On the brink, on the brim, on the cusp — praise song for walking forward in that light.

January 20, 2009

Our Obama

Filed under: Thoughts — Daniel Milbo @ 8:50 am

This election was no different… standing at the poll with two imperfect (to put it politely) choices.  Sad to say, it was Palin vs. Biden that was more on my mind; but after having weighed the issues, and having read an unprecedented amount of available “facts” and views online, I made my choice and voted.  I was a waverer - there was a night, after hearing Obama speak, when I thought the decision was made; and then as rhetoric faded, I weighed the issues again.  Somehow the three or four issues I recall voting on last election were now a dozen.  How can you drop environment issues from the list just because of the current domestic issues?  No, all these choices pulled my vote back and forth like some 70’s red and blue mood ring.

And then it happened - the election was over - my precinct’s results weren’t even official before CNN’s 3D hallucinations crowned the winner with their calculators on their jumbo-tron as they finger-painted the states blue and red like the country was some crayola plaything.  And the elation began.  A new hope seemed to be born - and people were coming together - at least from the perspective of my small blog-encrusted world.  And then I went to work, and found angry whispers around the coffee pot venting secret bigotry and smallness of mind.  My hope that somehow the country would rally was short lived.

But despite my own personal new-year’s prediction that the initial excitement of a regime change would fade faster than the cynacism left from the political weapons of mass destruction that were eventually found in the White House over the last 8 years and unleashed on the populace, there is no denying the turn-out for the inauguration spells a flare up of that hopeful ember.  And, although more with sighs than hopeful breaths, I too am fanning that flame we will all need to survive the next 4 years.

It is refreshing that Obama is an intelligent and well-spoken man.  It is endearing to hear respect for history and follow his emulation of Lincoln’s best qualities.  And it is amazing to see that he is not afraid to “cross the aisle” and engage viewpoints beyond his own.  And we love him for it.  I know that 53% of us risk making Obama into something he is not, but in our enthusiasm, we need to realize that its our job to empower him to carry us forward.  We have a lot of work ahead of us.  We have to rebuild our sense of community and help each other and make sacrifices to give the President’s policies a chance.  The more we reach out in ways that are unlegislated, the less work he will have to do.  We need to take the initiative; and indulge a little less in griping when his dream is not our own.

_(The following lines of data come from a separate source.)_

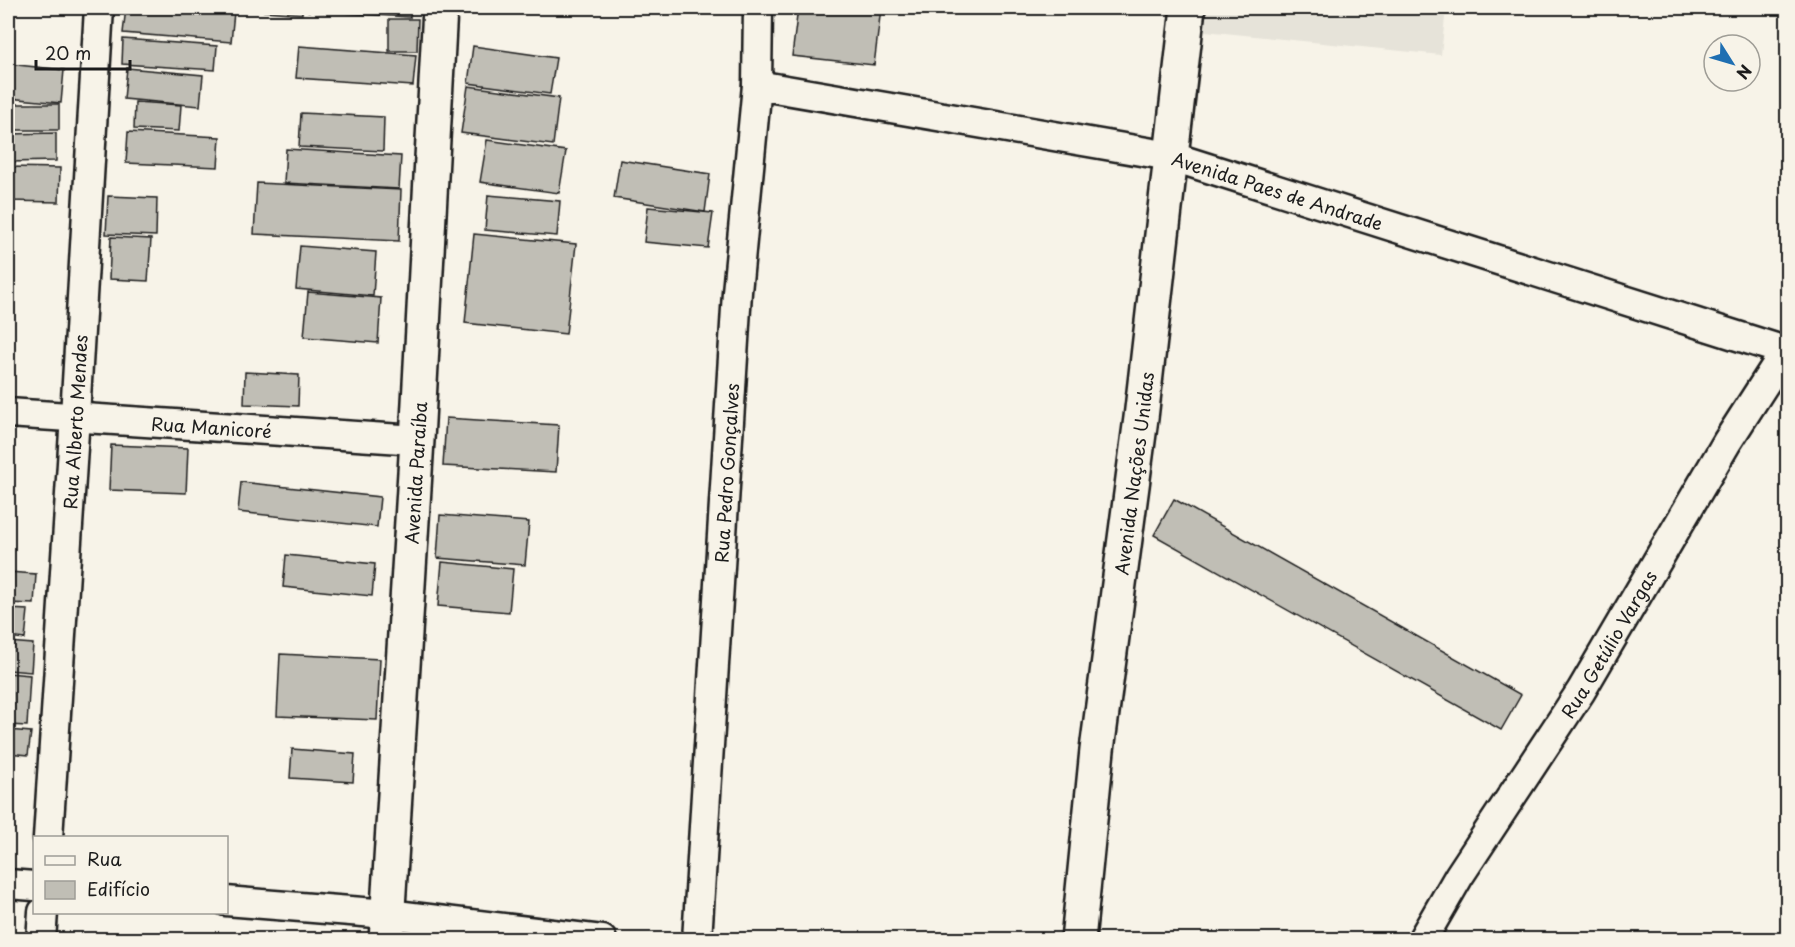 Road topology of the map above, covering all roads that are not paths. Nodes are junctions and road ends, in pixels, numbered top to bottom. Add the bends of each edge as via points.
1 (99, 8) edge
2 (440, 8) edge
3 (758, 8) edge
4 (1188, 8) edge
5 (757, 85) junction
6 (1170, 156) junction
7 (1787, 350) edge
8 (8, 413) edge
9 (75, 416) junction
10 (417, 440) junction
11 (48, 836) edge
12 (8, 884) edge
13 (33, 886) edge
14 (228, 901) edge
15 (43, 914) edge
16 (387, 927) edge
17 (41, 939) edge
18 (602, 939) edge
19 (697, 939) edge
20 (1078, 939) edge
21 (1422, 939) edge

1 - 9 street, Rua Alberto Mendes
2 - 10 street, Avenida Paraíba
3 - 5 street, Rua Pedro Gonçalves
4 - 6 street, Avenida Nações Unidas
5 - 6 street, Avenida Paes de Andrade
5 - 19 street, Rua Pedro Gonçalves via 737,292
6 - 7 street, Avenida Paes de Andrade
6 - 20 street, Avenida Nações Unidas via 1141,418 1097,750
7 - 21 street, Rua Getúlio Vargas via 1727,442 1581,691
8 - 9 street, Rua Manicoré
9 - 10 street, Rua Manicoré
9 - 11 street, Rua Alberto Mendes
10 - 16 street, Avenida Paraíba
12 - 13 street
14 - 16 street
15 - 17 street
16 - 18 street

In the end, we the people elected him, whether I or you voted for him or not.  He is our President today.  He’s a brave man for stepping up, and I believe, he is sincere in his desire to be a public servant.  Like the new opportunities that open with each New Year, Obama gives us another chance to make more of our time together during our brief lives.  He is our Obama, but let us not mean by “our” that we will, like a million Lilliputians, tie him down with our personal agendas, but rather step up to help our neighbors and take action when there is need, defer the cynical instinct to enjoy his failures, and begin, like him, to consider what work we have ahead of us in the next 4 years.

January 14, 2009

The Discipline of Preparation

Filed under: Thoughts — Daniel Milbo @ 7:16 pm

Well, I’m no cook to be speaking about what it takes to prepare a Thanksgiving dinner; but I do fancy myself (don’t we all) as knowing when a meal has been prepared properly.  If everyone raises a glass to toast…if the flavors are admired and then fade into the backdrop of conversation…and if afterwards, there’s no room for more…well that’s a well-prepared feast!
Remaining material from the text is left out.